Collected data:
****
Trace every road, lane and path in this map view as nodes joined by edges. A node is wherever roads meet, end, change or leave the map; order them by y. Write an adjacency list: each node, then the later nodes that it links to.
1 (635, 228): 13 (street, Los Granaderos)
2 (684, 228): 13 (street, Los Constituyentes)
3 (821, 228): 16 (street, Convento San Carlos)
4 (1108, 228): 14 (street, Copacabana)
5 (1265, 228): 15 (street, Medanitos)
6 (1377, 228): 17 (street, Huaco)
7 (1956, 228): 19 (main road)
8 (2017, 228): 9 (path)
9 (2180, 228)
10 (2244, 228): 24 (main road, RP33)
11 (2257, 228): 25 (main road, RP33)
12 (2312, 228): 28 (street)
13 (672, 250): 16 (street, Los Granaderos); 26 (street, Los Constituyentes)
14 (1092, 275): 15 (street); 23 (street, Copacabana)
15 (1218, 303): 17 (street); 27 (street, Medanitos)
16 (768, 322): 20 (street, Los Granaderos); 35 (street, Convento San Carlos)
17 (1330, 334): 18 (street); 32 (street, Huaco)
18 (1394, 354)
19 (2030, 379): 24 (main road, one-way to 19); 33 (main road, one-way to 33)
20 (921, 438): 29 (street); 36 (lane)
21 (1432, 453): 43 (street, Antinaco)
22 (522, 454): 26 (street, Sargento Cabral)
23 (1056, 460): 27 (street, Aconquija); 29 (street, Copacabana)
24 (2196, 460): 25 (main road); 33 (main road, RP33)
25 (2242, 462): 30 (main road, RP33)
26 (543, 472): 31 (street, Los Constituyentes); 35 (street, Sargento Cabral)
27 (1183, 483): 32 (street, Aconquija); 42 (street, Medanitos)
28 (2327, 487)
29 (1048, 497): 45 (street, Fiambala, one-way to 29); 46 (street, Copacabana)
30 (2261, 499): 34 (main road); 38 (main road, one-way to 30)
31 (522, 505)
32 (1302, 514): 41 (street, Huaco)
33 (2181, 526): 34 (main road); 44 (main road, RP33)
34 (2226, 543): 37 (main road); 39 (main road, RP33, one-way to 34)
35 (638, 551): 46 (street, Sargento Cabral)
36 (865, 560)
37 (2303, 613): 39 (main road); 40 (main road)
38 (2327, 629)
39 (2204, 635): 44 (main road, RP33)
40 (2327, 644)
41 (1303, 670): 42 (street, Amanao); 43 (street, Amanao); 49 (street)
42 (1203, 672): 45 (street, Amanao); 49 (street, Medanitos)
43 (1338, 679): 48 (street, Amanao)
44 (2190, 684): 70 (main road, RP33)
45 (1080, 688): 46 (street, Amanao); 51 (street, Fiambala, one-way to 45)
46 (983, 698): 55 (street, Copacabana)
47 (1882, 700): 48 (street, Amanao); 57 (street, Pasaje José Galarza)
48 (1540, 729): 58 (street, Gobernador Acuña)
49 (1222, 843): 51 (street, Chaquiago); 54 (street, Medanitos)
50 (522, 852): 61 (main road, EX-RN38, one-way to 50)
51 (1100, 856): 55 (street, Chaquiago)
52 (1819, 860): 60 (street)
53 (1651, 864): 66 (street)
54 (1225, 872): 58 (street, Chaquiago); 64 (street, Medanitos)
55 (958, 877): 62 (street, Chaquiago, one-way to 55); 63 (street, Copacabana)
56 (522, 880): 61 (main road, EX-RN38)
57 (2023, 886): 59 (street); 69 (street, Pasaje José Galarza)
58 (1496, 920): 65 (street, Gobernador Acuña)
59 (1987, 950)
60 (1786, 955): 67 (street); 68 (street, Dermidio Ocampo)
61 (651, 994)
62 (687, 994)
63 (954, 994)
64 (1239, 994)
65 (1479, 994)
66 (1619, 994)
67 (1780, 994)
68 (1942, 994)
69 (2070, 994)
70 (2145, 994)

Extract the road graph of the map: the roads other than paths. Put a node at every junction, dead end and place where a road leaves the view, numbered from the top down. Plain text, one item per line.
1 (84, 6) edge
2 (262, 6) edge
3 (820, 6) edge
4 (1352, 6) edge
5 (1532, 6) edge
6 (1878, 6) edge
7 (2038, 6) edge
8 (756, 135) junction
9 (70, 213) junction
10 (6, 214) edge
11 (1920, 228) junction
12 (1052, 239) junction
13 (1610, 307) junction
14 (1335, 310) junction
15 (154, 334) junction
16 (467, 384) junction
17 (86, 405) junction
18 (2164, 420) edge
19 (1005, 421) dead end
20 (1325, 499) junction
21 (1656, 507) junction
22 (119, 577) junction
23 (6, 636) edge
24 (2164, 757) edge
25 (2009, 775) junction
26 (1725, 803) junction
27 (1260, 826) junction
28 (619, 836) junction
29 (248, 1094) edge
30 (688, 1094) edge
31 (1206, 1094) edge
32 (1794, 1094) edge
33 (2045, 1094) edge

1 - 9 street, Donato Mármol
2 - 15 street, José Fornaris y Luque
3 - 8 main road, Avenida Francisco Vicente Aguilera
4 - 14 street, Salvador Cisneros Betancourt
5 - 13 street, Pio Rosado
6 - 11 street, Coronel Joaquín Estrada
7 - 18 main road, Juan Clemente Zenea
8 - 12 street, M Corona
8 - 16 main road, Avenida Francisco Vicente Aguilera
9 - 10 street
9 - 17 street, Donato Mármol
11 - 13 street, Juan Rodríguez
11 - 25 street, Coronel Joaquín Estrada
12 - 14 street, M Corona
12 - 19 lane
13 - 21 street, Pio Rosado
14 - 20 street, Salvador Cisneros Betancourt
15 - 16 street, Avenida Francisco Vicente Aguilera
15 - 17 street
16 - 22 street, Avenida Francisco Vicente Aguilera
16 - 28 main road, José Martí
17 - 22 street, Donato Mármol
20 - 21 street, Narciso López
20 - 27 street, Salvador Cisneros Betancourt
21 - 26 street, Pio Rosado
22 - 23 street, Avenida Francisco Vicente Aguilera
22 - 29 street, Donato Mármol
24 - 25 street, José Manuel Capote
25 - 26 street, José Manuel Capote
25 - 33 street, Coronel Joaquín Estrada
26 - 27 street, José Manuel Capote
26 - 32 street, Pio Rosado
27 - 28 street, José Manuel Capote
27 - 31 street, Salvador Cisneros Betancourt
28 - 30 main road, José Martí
****
§ **TASK STATEMENT**:
Provide a faithful, complete copy of the entries above.

§ **TASK ANSWER**:
Trace every road, lane and path in this map view as nodes joined by edges. A node is wherever roads meet, end, change or leave the map; order them by y. Write an adjacency list: each node, then the later nodes that it links to.
1 (635, 228): 13 (street, Los Granaderos)
2 (684, 228): 13 (street, Los Constituyentes)
3 (821, 228): 16 (street, Convento San Carlos)
4 (1108, 228): 14 (street, Copacabana)
5 (1265, 228): 15 (street, Medanitos)
6 (1377, 228): 17 (street, Huaco)
7 (1956, 228): 19 (main road)
8 (2017, 228): 9 (path)
9 (2180, 228)
10 (2244, 228): 24 (main road, RP33)
11 (2257, 228): 25 (main road, RP33)
12 (2312, 228): 28 (street)
13 (672, 250): 16 (street, Los Granaderos); 26 (street, Los Constituyentes)
14 (1092, 275): 15 (street); 23 (street, Copacabana)
15 (1218, 303): 17 (street); 27 (street, Medanitos)
16 (768, 322): 20 (street, Los Granaderos); 35 (street, Convento San Carlos)
17 (1330, 334): 18 (street); 32 (street, Huaco)
18 (1394, 354)
19 (2030, 379): 24 (main road, one-way to 19); 33 (main road, one-way to 33)
20 (921, 438): 29 (street); 36 (lane)
21 (1432, 453): 43 (street, Antinaco)
22 (522, 454): 26 (street, Sargento Cabral)
23 (1056, 460): 27 (street, Aconquija); 29 (street, Copacabana)
24 (2196, 460): 25 (main road); 33 (main road, RP33)
25 (2242, 462): 30 (main road, RP33)
26 (543, 472): 31 (street, Los Constituyentes); 35 (street, Sargento Cabral)
27 (1183, 483): 32 (street, Aconquija); 42 (street, Medanitos)
28 (2327, 487)
29 (1048, 497): 45 (street, Fiambala, one-way to 29); 46 (street, Copacabana)
30 (2261, 499): 34 (main road); 38 (main road, one-way to 30)
31 (522, 505)
32 (1302, 514): 41 (street, Huaco)
33 (2181, 526): 34 (main road); 44 (main road, RP33)
34 (2226, 543): 37 (main road); 39 (main road, RP33, one-way to 34)
35 (638, 551): 46 (street, Sargento Cabral)
36 (865, 560)
37 (2303, 613): 39 (main road); 40 (main road)
38 (2327, 629)
39 (2204, 635): 44 (main road, RP33)
40 (2327, 644)
41 (1303, 670): 42 (street, Amanao); 43 (street, Amanao); 49 (street)
42 (1203, 672): 45 (street, Amanao); 49 (street, Medanitos)
43 (1338, 679): 48 (street, Amanao)
44 (2190, 684): 70 (main road, RP33)
45 (1080, 688): 46 (street, Amanao); 51 (street, Fiambala, one-way to 45)
46 (983, 698): 55 (street, Copacabana)
47 (1882, 700): 48 (street, Amanao); 57 (street, Pasaje José Galarza)
48 (1540, 729): 58 (street, Gobernador Acuña)
49 (1222, 843): 51 (street, Chaquiago); 54 (street, Medanitos)
50 (522, 852): 61 (main road, EX-RN38, one-way to 50)
51 (1100, 856): 55 (street, Chaquiago)
52 (1819, 860): 60 (street)
53 (1651, 864): 66 (street)
54 (1225, 872): 58 (street, Chaquiago); 64 (street, Medanitos)
55 (958, 877): 62 (street, Chaquiago, one-way to 55); 63 (street, Copacabana)
56 (522, 880): 61 (main road, EX-RN38)
57 (2023, 886): 59 (street); 69 (street, Pasaje José Galarza)
58 (1496, 920): 65 (street, Gobernador Acuña)
59 (1987, 950)
60 (1786, 955): 67 (street); 68 (street, Dermidio Ocampo)
61 (651, 994)
62 (687, 994)
63 (954, 994)
64 (1239, 994)
65 (1479, 994)
66 (1619, 994)
67 (1780, 994)
68 (1942, 994)
69 (2070, 994)
70 (2145, 994)

Extract the road graph of the map: the roads other than paths. Put a node at every junction, dead end and place where a road leaves the view, numbered from the top down. Plain text, one item per line.
1 (84, 6) edge
2 (262, 6) edge
3 (820, 6) edge
4 (1352, 6) edge
5 (1532, 6) edge
6 (1878, 6) edge
7 (2038, 6) edge
8 (756, 135) junction
9 (70, 213) junction
10 (6, 214) edge
11 (1920, 228) junction
12 (1052, 239) junction
13 (1610, 307) junction
14 (1335, 310) junction
15 (154, 334) junction
16 (467, 384) junction
17 (86, 405) junction
18 (2164, 420) edge
19 (1005, 421) dead end
20 (1325, 499) junction
21 (1656, 507) junction
22 (119, 577) junction
23 (6, 636) edge
24 (2164, 757) edge
25 (2009, 775) junction
26 (1725, 803) junction
27 (1260, 826) junction
28 (619, 836) junction
29 (248, 1094) edge
30 (688, 1094) edge
31 (1206, 1094) edge
32 (1794, 1094) edge
33 (2045, 1094) edge

1 - 9 street, Donato Mármol
2 - 15 street, José Fornaris y Luque
3 - 8 main road, Avenida Francisco Vicente Aguilera
4 - 14 street, Salvador Cisneros Betancourt
5 - 13 street, Pio Rosado
6 - 11 street, Coronel Joaquín Estrada
7 - 18 main road, Juan Clemente Zenea
8 - 12 street, M Corona
8 - 16 main road, Avenida Francisco Vicente Aguilera
9 - 10 street
9 - 17 street, Donato Mármol
11 - 13 street, Juan Rodríguez
11 - 25 street, Coronel Joaquín Estrada
12 - 14 street, M Corona
12 - 19 lane
13 - 21 street, Pio Rosado
14 - 20 street, Salvador Cisneros Betancourt
15 - 16 street, Avenida Francisco Vicente Aguilera
15 - 17 street
16 - 22 street, Avenida Francisco Vicente Aguilera
16 - 28 main road, José Martí
17 - 22 street, Donato Mármol
20 - 21 street, Narciso López
20 - 27 street, Salvador Cisneros Betancourt
21 - 26 street, Pio Rosado
22 - 23 street, Avenida Francisco Vicente Aguilera
22 - 29 street, Donato Mármol
24 - 25 street, José Manuel Capote
25 - 26 street, José Manuel Capote
25 - 33 street, Coronel Joaquín Estrada
26 - 27 street, José Manuel Capote
26 - 32 street, Pio Rosado
27 - 28 street, José Manuel Capote
27 - 31 street, Salvador Cisneros Betancourt
28 - 30 main road, José Martí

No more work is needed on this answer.